Exercise aim
Where does the word "Adolfo" show up in the records? Copy every line that has it.

======== Data to process ========

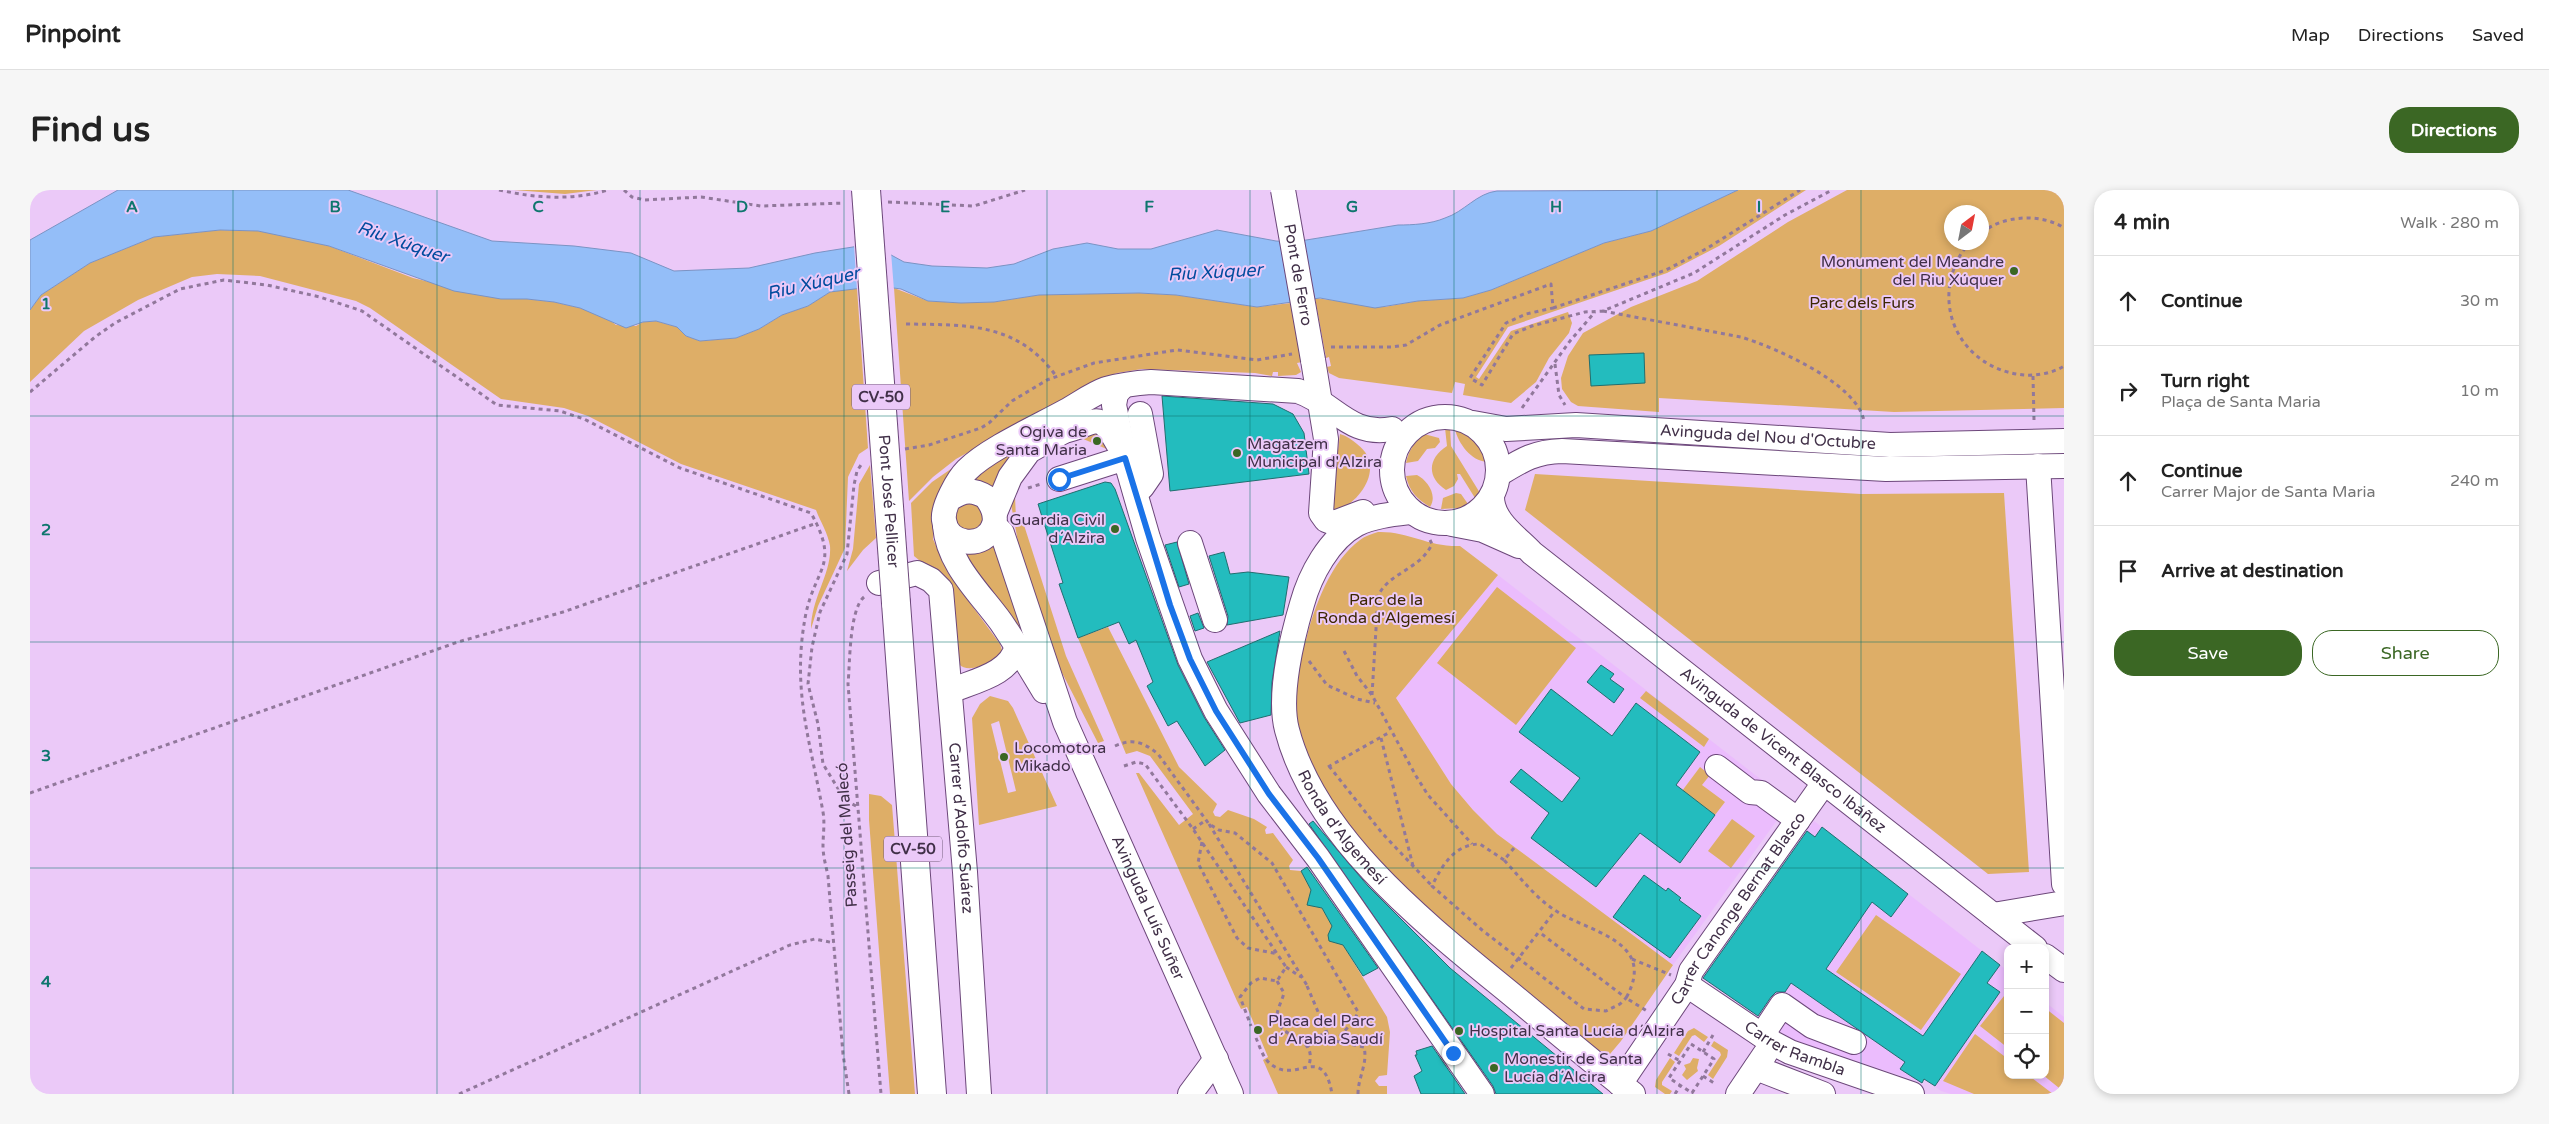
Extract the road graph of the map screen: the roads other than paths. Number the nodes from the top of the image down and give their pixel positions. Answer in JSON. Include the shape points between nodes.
{"nodes":[{"id":1,"x":1283,"y":190,"type":"edge"},
{"id":2,"x":865,"y":198,"type":"edge"},
{"id":3,"x":1318,"y":354,"type":"junction"},
{"id":4,"x":1120,"y":390,"type":"junction"},
{"id":5,"x":1319,"y":400,"type":"junction"},
{"id":6,"x":1140,"y":414,"type":"dead end"},
{"id":7,"x":1422,"y":422,"type":"junction"},
{"id":8,"x":1473,"y":423,"type":"junction"},
{"id":9,"x":1392,"y":429,"type":"junction"},
{"id":10,"x":1064,"y":431,"type":"junction"},
{"id":11,"x":2064,"y":441,"type":"edge"},
{"id":12,"x":1124,"y":456,"type":"junction"},
{"id":13,"x":2038,"y":466,"type":"junction"},
{"id":14,"x":2064,"y":466,"type":"edge"},
{"id":15,"x":1499,"y":474,"type":"junction"},
{"id":16,"x":1059,"y":479,"type":"dead end"},
{"id":17,"x":1135,"y":492,"type":"junction"},
{"id":18,"x":1492,"y":497,"type":"junction"},
{"id":19,"x":951,"y":498,"type":"junction"},
{"id":20,"x":1406,"y":507,"type":"junction"},
{"id":21,"x":994,"y":519,"type":"junction"},
{"id":22,"x":1452,"y":524,"type":"junction"},
{"id":23,"x":945,"y":525,"type":"junction"},
{"id":24,"x":1190,"y":542,"type":"dead end"},
{"id":25,"x":1532,"y":552,"type":"junction"},
{"id":26,"x":879,"y":583,"type":"road end"},
{"id":27,"x":1207,"y":594,"type":"junction"},
{"id":28,"x":1170,"y":605,"type":"junction"},
{"id":29,"x":1215,"y":620,"type":"dead end"},
{"id":30,"x":1016,"y":645,"type":"junction"},
{"id":31,"x":992,"y":674,"type":"junction"},
{"id":32,"x":950,"y":691,"type":"junction"},
{"id":33,"x":1047,"y":695,"type":"junction"},
{"id":34,"x":1064,"y":722,"type":"junction"},
{"id":35,"x":1717,"y":767,"type":"dead end"},
{"id":36,"x":1824,"y":783,"type":"junction"},
{"id":37,"x":1798,"y":820,"type":"junction"},
{"id":38,"x":2064,"y":884,"type":"edge"},
{"id":39,"x":2053,"y":905,"type":"edge"},
{"id":40,"x":1993,"y":914,"type":"junction"},
{"id":41,"x":2031,"y":944,"type":"edge"},
{"id":42,"x":2039,"y":944,"type":"edge"},
{"id":43,"x":2049,"y":958,"type":"edge"},
{"id":44,"x":2064,"y":970,"type":"edge"},
{"id":45,"x":1679,"y":980,"type":"junction"},
{"id":46,"x":1767,"y":1039,"type":"junction"},
{"id":47,"x":1854,"y":1042,"type":"dead end"},
{"id":48,"x":1216,"y":1059,"type":"junction"},
{"id":49,"x":1756,"y":1068,"type":"junction"},
{"id":50,"x":1626,"y":1089,"type":"edge"},
{"id":51,"x":1480,"y":1093,"type":"edge"},
{"id":52,"x":932,"y":1094,"type":"edge"},
{"id":53,"x":979,"y":1094,"type":"edge"},
{"id":54,"x":1190,"y":1094,"type":"edge"},
{"id":55,"x":1232,"y":1094,"type":"edge"},
{"id":56,"x":1738,"y":1094,"type":"edge"},
{"id":57,"x":1823,"y":1094,"type":"edge"},
{"id":58,"x":1912,"y":1094,"type":"edge"}],
"edges":[{"from":1,"to":3,"type":"street","name":"Pont de Ferro","bridge":true},
{"from":2,"to":52,"type":"main road","name":"Pont José Pellicer","number":"CV-50","bridge":true},
{"from":3,"to":5,"type":"street"},
{"from":3,"to":9,"type":"street","via":[[1325,386],[1336,400],[1362,418]]},
{"from":4,"to":5,"type":"street","via":[[1151,382],[1290,391]]},
{"from":4,"to":10,"type":"street","via":[[1075,419]]},
{"from":4,"to":12,"type":"street","via":[[1114,405]]},
{"from":4,"to":19,"type":"street","via":[[1105,390],[986,457],[968,469],[956,484]]},
{"from":5,"to":9,"type":"street","via":[[1330,411],[1361,428],[1376,431]]},
{"from":5,"to":20,"type":"street","via":[[1326,439],[1320,502],[1322,516],[1338,523],[1365,511]]},
{"from":6,"to":17,"type":"street","via":[[1151,474]]},
{"from":7,"to":8,"type":"street","via":[[1451,416]]},
{"from":7,"to":9,"type":"street"},
{"from":7,"to":20,"type":"street","via":[[1402,439],[1392,464],[1392,477]]},
{"from":8,"to":11,"type":"street","name":"Avinguda del Nou d'Octubre","via":[[1506,429],[1576,425],[1890,445]]},
{"from":8,"to":15,"type":"street","via":[[1491,443]]},
{"from":10,"to":12,"type":"street","via":[[1090,422],[1108,424]]},
{"from":10,"to":21,"type":"street","via":[[1029,451],[1010,477]]},
{"from":12,"to":16,"type":"street"},
{"from":12,"to":17,"type":"street"},
{"from":13,"to":14,"type":"street","name":"Avinguda del Nou d'Octubre"},
{"from":13,"to":15,"type":"street","name":"Avinguda del Nou d'Octubre","via":[[1886,469],[1562,451],[1542,452],[1524,458]]},
{"from":13,"to":38,"type":"street"},
{"from":15,"to":18,"type":"street"},
{"from":17,"to":28,"type":"street"},
{"from":18,"to":22,"type":"street","via":[[1482,510]]},
{"from":18,"to":25,"type":"street","name":"Avinguda de Vicent Blasco Ibáñez","via":[[1499,519]]},
{"from":19,"to":21,"type":"street","via":[[964,491],[978,492],[986,497]]},
{"from":19,"to":23,"type":"street","via":[[943,515]]},
{"from":20,"to":22,"type":"street","via":[[1438,523]]},
{"from":20,"to":50,"type":"street","name":"Ronda d'Algemesí","via":[[1394,514],[1357,524],[1330,550],[1312,575],[1297,620],[1286,688],[1286,728],[1297,760],[1313,795],[1403,902]]},
{"from":21,"to":23,"type":"street","via":[[983,539],[968,543],[949,533]]},
{"from":21,"to":34,"type":"street","name":"Avinguda Luís Suñer","via":[[1002,533]]},
{"from":22,"to":25,"type":"street","name":"Avinguda de Vicent Blasco Ibáñez","via":[[1483,530]]},
{"from":23,"to":30,"type":"street","name":"Avinguda Luís Suñer","via":[[946,540],[957,562]]},
{"from":24,"to":27,"type":"street"},
{"from":25,"to":36,"type":"street","name":"Avinguda de Vicent Blasco Ibáñez"},
{"from":26,"to":32,"type":"street","name":"Carrer d'Adolfo Suárez","via":[[917,573],[941,590]]},
{"from":27,"to":28,"type":"street"},
{"from":27,"to":29,"type":"street"},
{"from":28,"to":51,"type":"street","via":[[1190,659],[1216,711],[1269,794],[1324,866]]},
{"from":30,"to":31,"type":"street","via":[[1015,656]]},
{"from":30,"to":33,"type":"street","name":"Avinguda Luís Suñer"},
{"from":31,"to":32,"type":"street"},
{"from":31,"to":33,"type":"street","via":[[1013,676]]},
{"from":32,"to":53,"type":"street","name":"Carrer d'Adolfo Suárez"},
{"from":33,"to":34,"type":"street","name":"Avinguda Luís Suñer"},
{"from":34,"to":48,"type":"street","name":"Avinguda Luís Suñer"},
{"from":35,"to":37,"type":"street","via":[[1750,792],[1761,793]]},
{"from":36,"to":37,"type":"street","name":"Carrer Canonge Bernat Blasco"},
{"from":36,"to":40,"type":"street","name":"Avinguda de Vicent Blasco Ibáñez"},
{"from":37,"to":45,"type":"street","name":"Carrer Canonge Bernat Blasco","via":[[1691,971]]},
{"from":39,"to":40,"type":"street"},
{"from":39,"to":42,"type":"street"},
{"from":40,"to":41,"type":"street","name":"Avinguda de Vicent Blasco Ibáñez"},
{"from":43,"to":44,"type":"street","name":"Avinguda de Vicent Blasco Ibáñez"},
{"from":45,"to":46,"type":"street","name":"Carrer Rambla"},
{"from":45,"to":50,"type":"street","name":"Carrer Canonge Bernat Blasco"},
{"from":46,"to":47,"type":"street","via":[[1782,1005],[1812,1026]]},
{"from":46,"to":49,"type":"street"},
{"from":46,"to":58,"type":"street","name":"Carrer Rambla","via":[[1790,1052]]},
{"from":48,"to":54,"type":"street"},
{"from":48,"to":55,"type":"street","name":"Avinguda Luís Suñer"},
{"from":49,"to":56,"type":"street"},
{"from":49,"to":57,"type":"street"}]}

========

Answer space
{"from":26,"to":32,"type":"street","name":"Carrer d'Adolfo Suárez","via":[[917,573],[941,590]]},
{"from":32,"to":53,"type":"street","name":"Carrer d'Adolfo Suárez"},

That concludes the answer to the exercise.